Once word gets out that you review homeschool curriculum, you'd be amazed at how popular you become in certain circles. Shockingly, the homeschool community appears to be populated quite heavily with bibliophiles, education nuts and others who just can't seem to get enough resources into their lives.
Which begs the question, really: which came first, the curriculum obsession or the desire to homeschool? It's our own little chicken and the egg quandary, people. Let's own it!
In the course of trying out Friendly Chemistry, I had a handful of homeschoolers with children "on the cusp" of the dreaded cliff that is high school. Every single person to whom I mentioned the program asked the same, very pointed question: "Is it rigorous?"
Definitions of "rigorous" as they apply to a chemistry program vary, as I found out when I did a little more digging. For many folks, that meant "Is there enough lab work involved?" For others, it meant abandoning a Creationist viewpoint in favor of what she referred to as "college level science." Still another just wanted to know that what was covered would line up with the boxes she needed to check off on her son's transcript in the making. All of those questioned held up an example of what a chemistry program ought to be; for many, that program was Apologia's offering.
And then, I kid you not, every.single.person sighed deeply and told me how they were pretty sure that the chemistry program they had their eyes on was way over their heads and would probably be skimmed over since they--the teaching parent--found the entire prospect so intimidating.

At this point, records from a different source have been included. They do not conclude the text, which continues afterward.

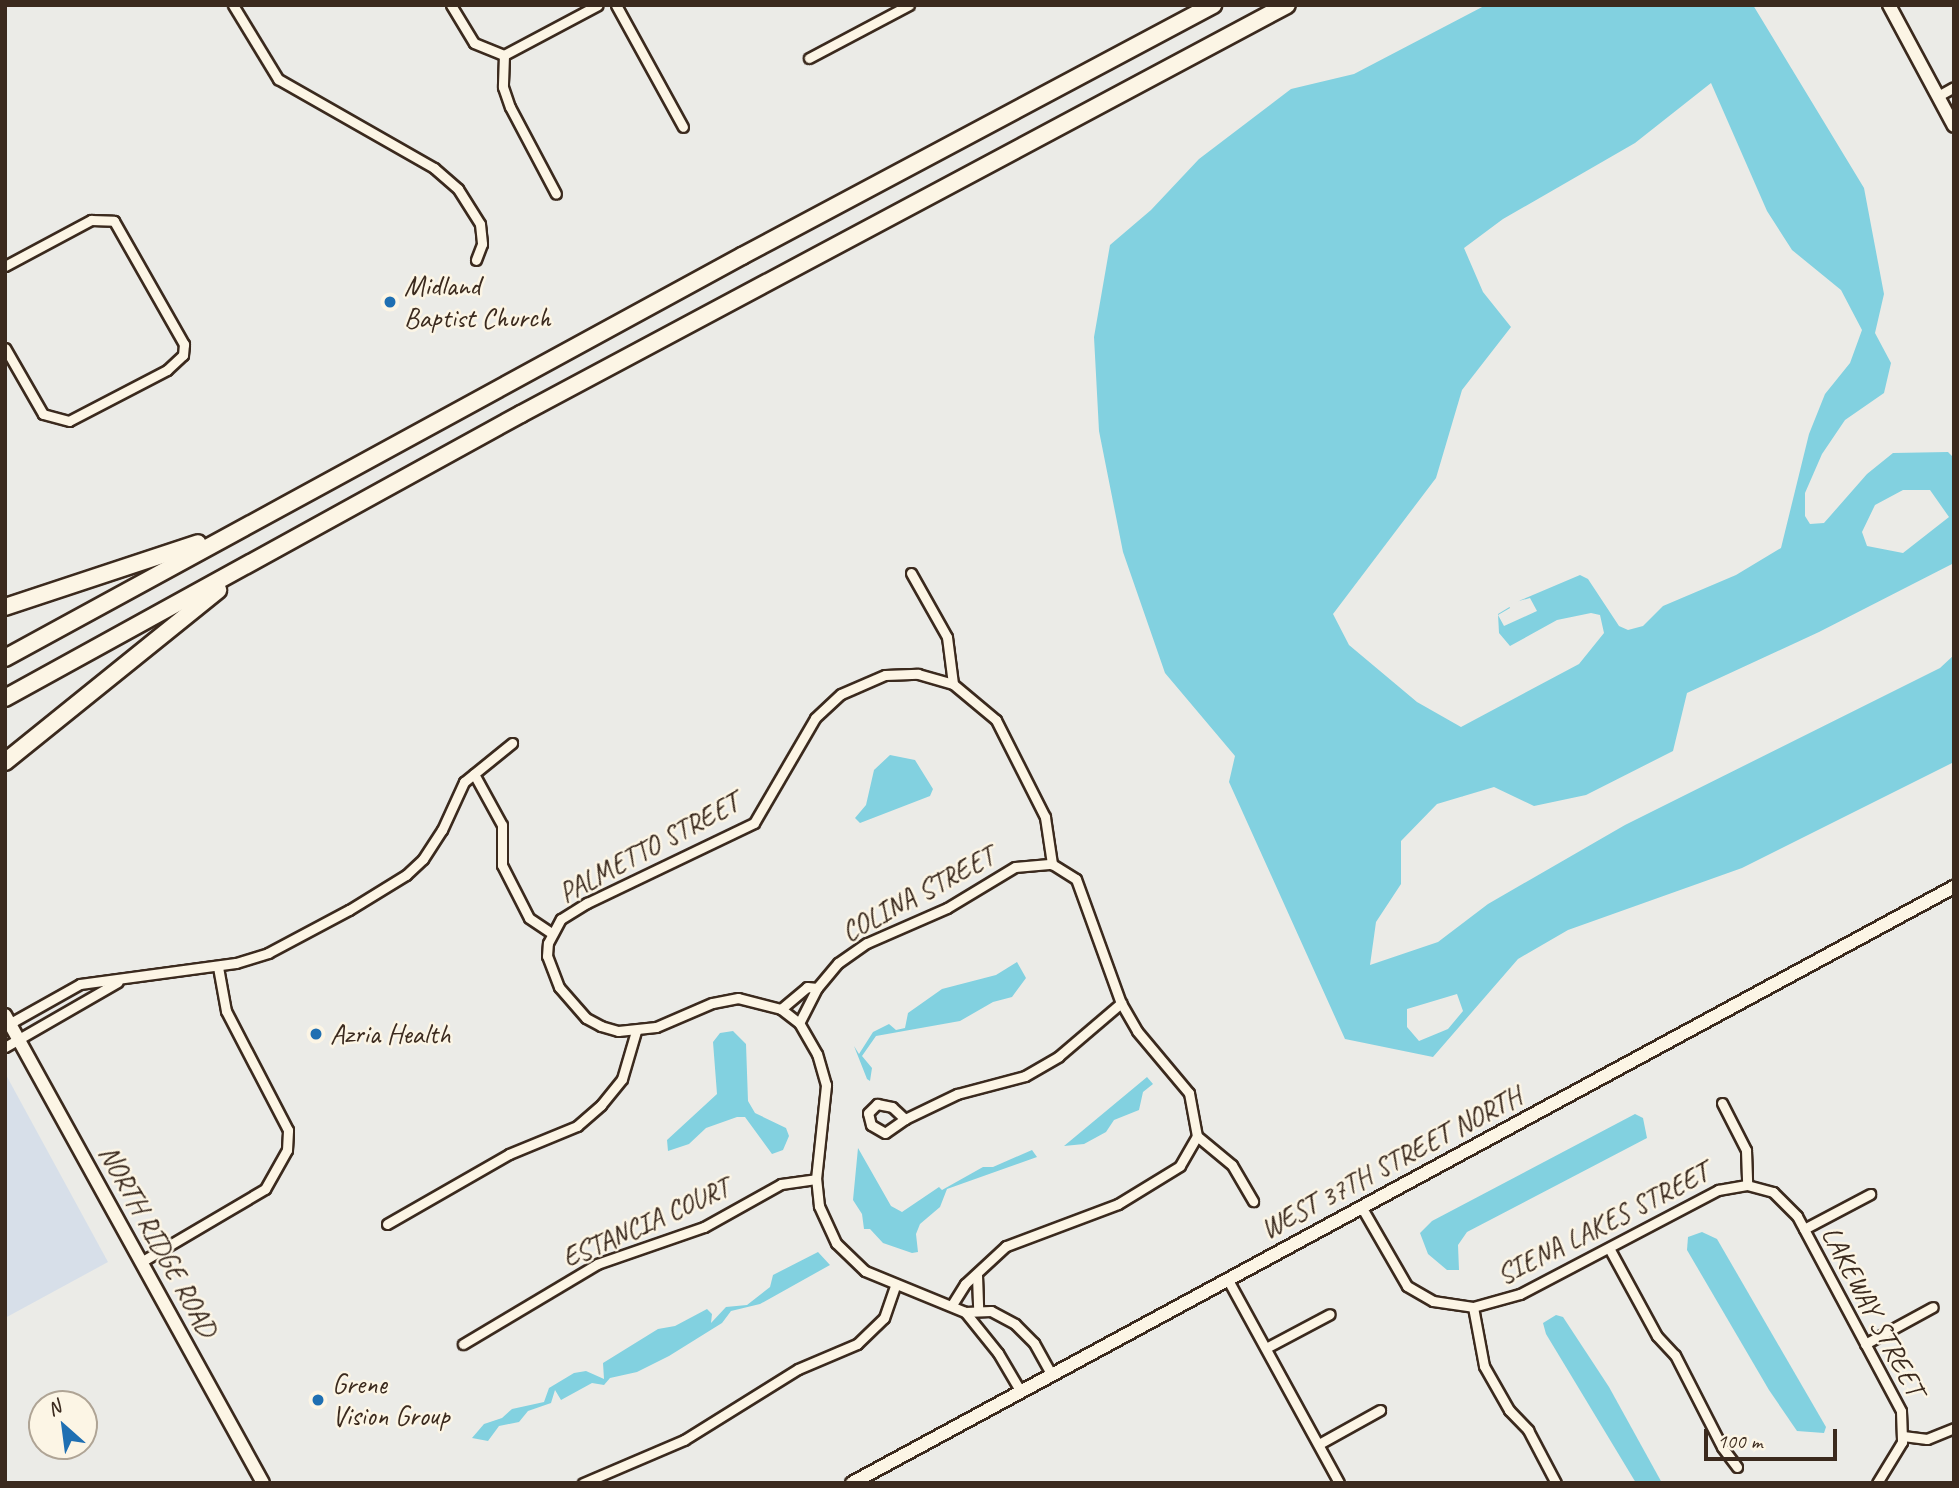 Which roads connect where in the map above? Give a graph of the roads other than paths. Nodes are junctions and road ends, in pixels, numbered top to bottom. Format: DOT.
graph roads {
  1 [pos="233,5"];
  2 [pos="452,5"];
  3 [pos="598,5"];
  4 [pos="616,5"];
  5 [pos="909,5"];
  6 [pos="1213,5"];
  7 [pos="1287,5"];
  8 [pos="1889,5"];
  9 [pos="503,55"];
  10 [pos="809,58"];
  11 [pos="1954,87"];
  12 [pos="1938,96"];
  13 [pos="1954,126"];
  14 [pos="683,127"];
  15 [pos="556,194"];
  16 [pos="476,260"];
  17 [pos="5,266"];
  18 [pos="5,348"];
  19 [pos="339,475"];
  20 [pos="320,524"];
  21 [pos="911,573"];
  22 [pos="5,607"];
  23 [pos="5,658"];
  24 [pos="953,684"];
  25 [pos="5,698"];
  26 [pos="512,743"];
  27 [pos="5,762"];
  28 [pos="474,774"];
  29 [pos="1052,864"];
  30 [pos="1954,887"];
  31 [pos="551,933"];
  32 [pos="218,967"];
  33 [pos="123,980"];
  34 [pos="817,988"];
  35 [pos="1121,1003"];
  36 [pos="781,1009"];
  37 [pos="6,1019"];
  38 [pos="799,1023"];
  39 [pos="636,1031"];
  40 [pos="19,1040"];
  41 [pos="5,1047"];
  42 [pos="1722,1103"];
  43 [pos="905,1119"];
  44 [pos="1197,1136"];
  45 [pos="816,1179"];
  46 [pos="1747,1185"];
  47 [pos="1870,1194"];
  48 [pos="1253,1201"];
  49 [pos="1362,1208"];
  50 [pos="387,1224"];
  51 [pos="1804,1229"];
  52 [pos="1609,1248"];
  53 [pos="141,1262"];
  54 [pos="977,1275"];
  55 [pos="1228,1280"];
  56 [pos="897,1284"];
  57 [pos="952,1305"];
  58 [pos="1474,1307"];
  59 [pos="1933,1307"];
  60 [pos="978,1309"];
  61 [pos="965,1312"];
  62 [pos="1331,1314"];
  63 [pos="463,1344"];
  64 [pos="1865,1344"];
  65 [pos="1266,1348"];
  66 [pos="1052,1375"];
  67 [pos="1021,1392"];
  68 [pos="1380,1410"];
  69 [pos="1954,1428"];
  70 [pos="1903,1436"];
  71 [pos="1319,1444"];
  72 [pos="1737,1467"];
  73 [pos="857,1482"];
  74 [pos="263,1483"];
  75 [pos="583,1483"];
  76 [pos="1339,1483"];
  77 [pos="1556,1483"];
  78 [pos="1877,1483"];
  1 -- 16 [label="street"];
  2 -- 9 [label="street"];
  3 -- 9 [label="street"];
  4 -- 14 [label="street"];
  5 -- 10 [label="street"];
  6 -- 19 [label="highway"];
  7 -- 20 [label="highway"];
  8 -- 12 [label="street"];
  9 -- 15 [label="street"];
  11 -- 12 [label="street"];
  12 -- 13 [label="street"];
  17 -- 18 [label="street"];
  19 -- 22 [label="highway"];
  19 -- 23 [label="highway"];
  20 -- 25 [label="highway"];
  20 -- 27 [label="highway"];
  21 -- 24 [label="street"];
  24 -- 29 [label="street"];
  24 -- 31 [label="street, PALMETTO STREET"];
  26 -- 28 [label="street"];
  28 -- 31 [label="street"];
  28 -- 32 [label="street"];
  29 -- 34 [label="street, COLINA STREET"];
  29 -- 35 [label="street"];
  30 -- 49 [label="street, WEST 37TH STREET NORTH"];
  31 -- 39 [label="street"];
  32 -- 33 [label="street"];
  32 -- 53 [label="street"];
  33 -- 37 [label="street"];
  33 -- 40 [label="street"];
  34 -- 36 [label="street, COLINA STREET"];
  34 -- 38 [label="street, COLINA STREET"];
  35 -- 43 [label="street"];
  35 -- 44 [label="street"];
  36 -- 38 [label="street"];
  36 -- 39 [label="street"];
  37 -- 40 [label="street, NORTH RIDGE ROAD"];
  38 -- 45 [label="street"];
  39 -- 50 [label="street"];
  40 -- 41 [label="street"];
  40 -- 53 [label="street, NORTH RIDGE ROAD"];
  42 -- 46 [label="street"];
  44 -- 48 [label="street"];
  44 -- 54 [label="street"];
  45 -- 56 [label="street"];
  45 -- 63 [label="street, ESTANCIA COURT"];
  46 -- 51 [label="street, LAKEWAY STREET"];
  46 -- 52 [label="street, SIENA LAKES STREET"];
  47 -- 51 [label="street"];
  49 -- 55 [label="street, WEST 37TH STREET NORTH"];
  49 -- 58 [label="street, SIENA LAKES STREET"];
  51 -- 64 [label="street, LAKEWAY STREET"];
  52 -- 58 [label="street, SIENA LAKES STREET"];
  52 -- 72 [label="street"];
  53 -- 74 [label="street, NORTH RIDGE ROAD"];
  54 -- 57 [label="street"];
  54 -- 60 [label="street"];
  55 -- 65 [label="street"];
  55 -- 66 [label="street, WEST 37TH STREET NORTH"];
  56 -- 57 [label="street"];
  56 -- 75 [label="street"];
  57 -- 61 [label="street"];
  58 -- 77 [label="street"];
  59 -- 64 [label="street"];
  60 -- 61 [label="street"];
  60 -- 66 [label="street"];
  61 -- 67 [label="street"];
  62 -- 65 [label="street"];
  64 -- 70 [label="street, LAKEWAY STREET"];
  65 -- 71 [label="street"];
  66 -- 67 [label="street, WEST 37TH STREET NORTH"];
  67 -- 73 [label="street, WEST 37TH STREET NORTH"];
  68 -- 71 [label="street"];
  69 -- 70 [label="street"];
  70 -- 78 [label="street, LAKEWAY STREET"];
  71 -- 76 [label="street"];
}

Simply baffling, you all. "I want a chemistry program that is tough. One that covers all the bases. One that digs deep. One that is hard science. But you know, I can't teach that, so I probably just won't."
May I humbly suggest something to the homeschool community at large?
The best curricula is the one that won't stay on the shelf.
That's right. The best curriculum doesn't necessarily fit under the umbrella of supreme academic knowledge. It doesn't have to put you through the paces. It isn't the one that your neighbor used to help her son get into Harvard. It should be the one that you feel comfortable teaching--the one that you will use with your child.
Ladies and gentlemen, you can buy a college-level curricula for any given subject and I can guarantee you that it will include pretty much everything you want to know on that topic. It may be chock full of lab examples outlining the overall process. It may have footnotes that refer you here, there and yon for further studies. It may be researched and annotated and indexed. But if you cannot teach from it, it is useless to you.
No matter how many wonderful reviews something has, no matter how well received it is on a high school transcript, that money was wasted. Both you and your child are far better off buying a user-friendly product that no one has ever heard of it it means that you will use it.
And this is the beauty of Friendly Chemistry.
Friendly Chemistry is not fancy. It's not head-over-heels in love with lab work to the point of making your kitchen seem woefully inadequate when cast as a site for experiments. The explanations could probably go deeper for students with a great desire to understand the field. The explanations don't require a degree in the field to decipher.
But overall? This is a program that you will use.
The presentation of Friendly Chemistry could, frankly, use some polish. The edition I have--with its photocopied sheets stuck into a nondescript binder-- reminds me of one of the very early editions of Learning Language Arts Through Literature that I happen to own. Typos and all, though, the curricula still teaches. It's still approachable, painless and chock full of the tidbits I want to pass on to my kids. Included are games, experiments and explanations that satisfy the general knowledge category that most students occupy when it comes to hard (meaning not soft) sciences.
Friendly Chemistry was written by a homeschooling family. Given a chance, it will grow. The polish will come. Further editions will round out the presentation and (hopefully) leave the fun elements intact. I realize that this program doesn't have the makings of a textbook giant, but you know ... I kind of like that. Friendly Chemistry is real-life chemistry for the rest of us. And honestly, don't we homeschoolers need more of that?